◆ **About this exercise**: Once every line in the data below has been checked for "between", give the number of lines that hold it, and only that.

══════════

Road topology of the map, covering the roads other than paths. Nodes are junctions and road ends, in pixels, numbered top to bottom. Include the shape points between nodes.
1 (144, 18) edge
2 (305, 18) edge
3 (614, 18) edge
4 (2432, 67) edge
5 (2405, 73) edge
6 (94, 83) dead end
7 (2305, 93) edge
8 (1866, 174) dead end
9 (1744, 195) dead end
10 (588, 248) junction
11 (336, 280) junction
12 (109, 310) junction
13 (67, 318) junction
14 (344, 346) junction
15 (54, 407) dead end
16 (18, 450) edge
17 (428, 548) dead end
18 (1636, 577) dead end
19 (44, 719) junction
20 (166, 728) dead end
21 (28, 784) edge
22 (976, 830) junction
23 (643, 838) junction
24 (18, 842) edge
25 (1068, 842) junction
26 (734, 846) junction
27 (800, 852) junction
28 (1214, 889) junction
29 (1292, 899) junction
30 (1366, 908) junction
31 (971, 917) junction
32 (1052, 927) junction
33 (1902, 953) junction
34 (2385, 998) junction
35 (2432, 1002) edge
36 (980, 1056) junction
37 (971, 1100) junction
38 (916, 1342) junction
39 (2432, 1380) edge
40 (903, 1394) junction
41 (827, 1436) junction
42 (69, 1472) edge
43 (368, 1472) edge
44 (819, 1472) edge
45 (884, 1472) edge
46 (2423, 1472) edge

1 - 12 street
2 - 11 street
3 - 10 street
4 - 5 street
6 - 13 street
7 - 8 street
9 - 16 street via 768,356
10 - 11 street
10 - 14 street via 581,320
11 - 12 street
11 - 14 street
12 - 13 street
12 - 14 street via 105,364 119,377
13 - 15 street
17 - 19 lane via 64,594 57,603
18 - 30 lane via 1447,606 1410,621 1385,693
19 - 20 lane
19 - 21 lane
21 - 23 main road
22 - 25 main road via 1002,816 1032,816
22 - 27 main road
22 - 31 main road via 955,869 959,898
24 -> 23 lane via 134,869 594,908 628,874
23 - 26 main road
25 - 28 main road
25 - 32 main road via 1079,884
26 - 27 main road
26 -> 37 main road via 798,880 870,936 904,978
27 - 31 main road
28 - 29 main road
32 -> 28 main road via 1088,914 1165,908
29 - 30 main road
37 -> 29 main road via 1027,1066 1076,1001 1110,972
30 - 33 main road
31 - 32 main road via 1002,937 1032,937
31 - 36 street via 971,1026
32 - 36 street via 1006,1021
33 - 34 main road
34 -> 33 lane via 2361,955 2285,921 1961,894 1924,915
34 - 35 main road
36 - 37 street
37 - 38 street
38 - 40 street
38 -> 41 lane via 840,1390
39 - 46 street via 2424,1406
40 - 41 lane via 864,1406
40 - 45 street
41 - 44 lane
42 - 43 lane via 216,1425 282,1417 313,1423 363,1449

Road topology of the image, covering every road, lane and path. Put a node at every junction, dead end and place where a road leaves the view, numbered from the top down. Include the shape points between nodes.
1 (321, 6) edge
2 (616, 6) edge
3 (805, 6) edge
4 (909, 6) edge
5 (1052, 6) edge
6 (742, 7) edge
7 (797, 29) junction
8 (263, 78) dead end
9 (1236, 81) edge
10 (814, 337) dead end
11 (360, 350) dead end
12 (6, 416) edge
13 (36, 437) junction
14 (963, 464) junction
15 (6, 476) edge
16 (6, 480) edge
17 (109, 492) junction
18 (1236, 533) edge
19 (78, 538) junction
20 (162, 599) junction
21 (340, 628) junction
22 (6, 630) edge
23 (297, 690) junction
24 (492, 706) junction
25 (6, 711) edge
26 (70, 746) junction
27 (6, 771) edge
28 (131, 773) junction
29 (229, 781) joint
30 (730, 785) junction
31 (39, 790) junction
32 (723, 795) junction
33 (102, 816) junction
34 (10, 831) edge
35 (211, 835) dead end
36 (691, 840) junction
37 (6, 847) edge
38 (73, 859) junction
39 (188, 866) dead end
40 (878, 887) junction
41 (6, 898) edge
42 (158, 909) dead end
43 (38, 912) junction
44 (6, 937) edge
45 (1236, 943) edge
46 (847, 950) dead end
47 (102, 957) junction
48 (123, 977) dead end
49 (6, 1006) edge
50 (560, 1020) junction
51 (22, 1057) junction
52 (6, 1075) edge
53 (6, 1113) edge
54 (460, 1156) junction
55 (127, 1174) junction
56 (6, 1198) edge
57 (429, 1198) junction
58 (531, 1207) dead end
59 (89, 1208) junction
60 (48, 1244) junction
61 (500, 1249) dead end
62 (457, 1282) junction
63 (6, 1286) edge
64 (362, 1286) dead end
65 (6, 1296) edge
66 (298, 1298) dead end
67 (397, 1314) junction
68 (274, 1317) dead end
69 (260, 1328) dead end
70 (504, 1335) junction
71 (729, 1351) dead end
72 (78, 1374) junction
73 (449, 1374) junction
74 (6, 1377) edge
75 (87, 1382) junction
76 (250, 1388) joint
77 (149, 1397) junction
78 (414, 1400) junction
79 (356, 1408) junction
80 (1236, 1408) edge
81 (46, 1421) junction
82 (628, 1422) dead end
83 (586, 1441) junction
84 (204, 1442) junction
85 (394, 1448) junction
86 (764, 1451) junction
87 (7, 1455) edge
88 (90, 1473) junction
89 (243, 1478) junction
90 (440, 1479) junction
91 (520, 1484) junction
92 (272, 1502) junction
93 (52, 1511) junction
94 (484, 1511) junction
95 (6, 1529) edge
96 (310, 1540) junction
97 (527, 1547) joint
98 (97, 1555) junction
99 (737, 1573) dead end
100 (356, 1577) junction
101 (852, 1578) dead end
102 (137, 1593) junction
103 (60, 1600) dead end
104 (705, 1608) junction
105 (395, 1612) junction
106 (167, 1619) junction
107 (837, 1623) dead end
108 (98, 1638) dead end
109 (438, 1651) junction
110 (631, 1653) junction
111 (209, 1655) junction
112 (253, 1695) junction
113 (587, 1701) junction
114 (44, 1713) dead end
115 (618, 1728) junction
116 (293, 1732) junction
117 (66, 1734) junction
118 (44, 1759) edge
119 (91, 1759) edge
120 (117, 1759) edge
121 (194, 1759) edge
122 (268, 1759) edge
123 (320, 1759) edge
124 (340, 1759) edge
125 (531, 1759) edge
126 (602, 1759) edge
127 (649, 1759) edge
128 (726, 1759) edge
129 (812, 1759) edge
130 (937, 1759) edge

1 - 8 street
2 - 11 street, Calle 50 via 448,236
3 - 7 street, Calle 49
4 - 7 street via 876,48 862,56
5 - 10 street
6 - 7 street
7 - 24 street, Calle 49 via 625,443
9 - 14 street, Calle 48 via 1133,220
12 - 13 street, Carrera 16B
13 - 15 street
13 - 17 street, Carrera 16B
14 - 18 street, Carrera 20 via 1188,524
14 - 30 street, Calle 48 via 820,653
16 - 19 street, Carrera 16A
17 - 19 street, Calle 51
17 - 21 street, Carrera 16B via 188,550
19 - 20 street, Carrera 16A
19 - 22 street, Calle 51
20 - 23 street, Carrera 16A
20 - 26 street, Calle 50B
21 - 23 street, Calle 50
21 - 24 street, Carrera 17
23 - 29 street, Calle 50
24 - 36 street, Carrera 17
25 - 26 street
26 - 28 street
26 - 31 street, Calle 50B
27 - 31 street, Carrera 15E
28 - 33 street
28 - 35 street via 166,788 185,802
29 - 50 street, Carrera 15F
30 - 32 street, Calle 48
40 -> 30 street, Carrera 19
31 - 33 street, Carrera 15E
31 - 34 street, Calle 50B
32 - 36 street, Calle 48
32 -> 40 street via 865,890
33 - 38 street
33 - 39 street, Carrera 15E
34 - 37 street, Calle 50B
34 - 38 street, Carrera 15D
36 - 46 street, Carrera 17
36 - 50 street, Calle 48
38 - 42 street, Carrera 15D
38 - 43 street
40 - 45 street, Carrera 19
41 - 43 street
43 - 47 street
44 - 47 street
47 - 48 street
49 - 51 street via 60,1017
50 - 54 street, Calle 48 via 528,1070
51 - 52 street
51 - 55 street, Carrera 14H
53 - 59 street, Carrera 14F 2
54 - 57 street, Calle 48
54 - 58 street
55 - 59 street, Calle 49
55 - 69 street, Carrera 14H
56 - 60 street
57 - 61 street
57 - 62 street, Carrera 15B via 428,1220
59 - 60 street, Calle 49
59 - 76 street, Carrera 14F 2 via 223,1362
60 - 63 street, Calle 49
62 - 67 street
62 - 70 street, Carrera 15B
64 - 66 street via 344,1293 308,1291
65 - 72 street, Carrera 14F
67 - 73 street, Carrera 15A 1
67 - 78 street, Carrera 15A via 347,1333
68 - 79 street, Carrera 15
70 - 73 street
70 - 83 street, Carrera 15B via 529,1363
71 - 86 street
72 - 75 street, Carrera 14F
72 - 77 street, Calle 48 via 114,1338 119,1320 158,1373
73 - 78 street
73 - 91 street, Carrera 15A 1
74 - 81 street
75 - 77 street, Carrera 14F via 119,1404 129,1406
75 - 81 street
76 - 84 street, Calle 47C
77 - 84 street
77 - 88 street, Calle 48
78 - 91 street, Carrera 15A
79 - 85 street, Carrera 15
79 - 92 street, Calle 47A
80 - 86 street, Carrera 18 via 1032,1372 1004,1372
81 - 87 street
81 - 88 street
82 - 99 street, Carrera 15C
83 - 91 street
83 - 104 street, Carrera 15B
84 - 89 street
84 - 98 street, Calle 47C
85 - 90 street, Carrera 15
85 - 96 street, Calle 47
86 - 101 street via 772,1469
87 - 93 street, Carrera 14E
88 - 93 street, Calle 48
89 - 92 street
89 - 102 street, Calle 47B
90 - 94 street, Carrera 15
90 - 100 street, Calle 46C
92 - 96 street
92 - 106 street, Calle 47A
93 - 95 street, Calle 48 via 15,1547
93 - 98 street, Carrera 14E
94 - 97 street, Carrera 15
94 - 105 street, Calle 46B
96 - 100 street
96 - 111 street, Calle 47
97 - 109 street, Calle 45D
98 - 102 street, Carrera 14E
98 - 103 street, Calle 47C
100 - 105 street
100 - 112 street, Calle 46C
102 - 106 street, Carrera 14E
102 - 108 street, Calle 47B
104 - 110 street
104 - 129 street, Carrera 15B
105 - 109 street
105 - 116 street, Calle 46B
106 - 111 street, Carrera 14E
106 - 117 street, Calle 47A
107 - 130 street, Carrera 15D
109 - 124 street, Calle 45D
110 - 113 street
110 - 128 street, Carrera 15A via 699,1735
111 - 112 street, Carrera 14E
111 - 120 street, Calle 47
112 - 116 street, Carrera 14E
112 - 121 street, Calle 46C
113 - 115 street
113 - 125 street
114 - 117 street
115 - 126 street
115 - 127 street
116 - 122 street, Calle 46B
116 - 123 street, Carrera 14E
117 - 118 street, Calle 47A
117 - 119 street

══════════

◆ **Solution for this exercise**: 2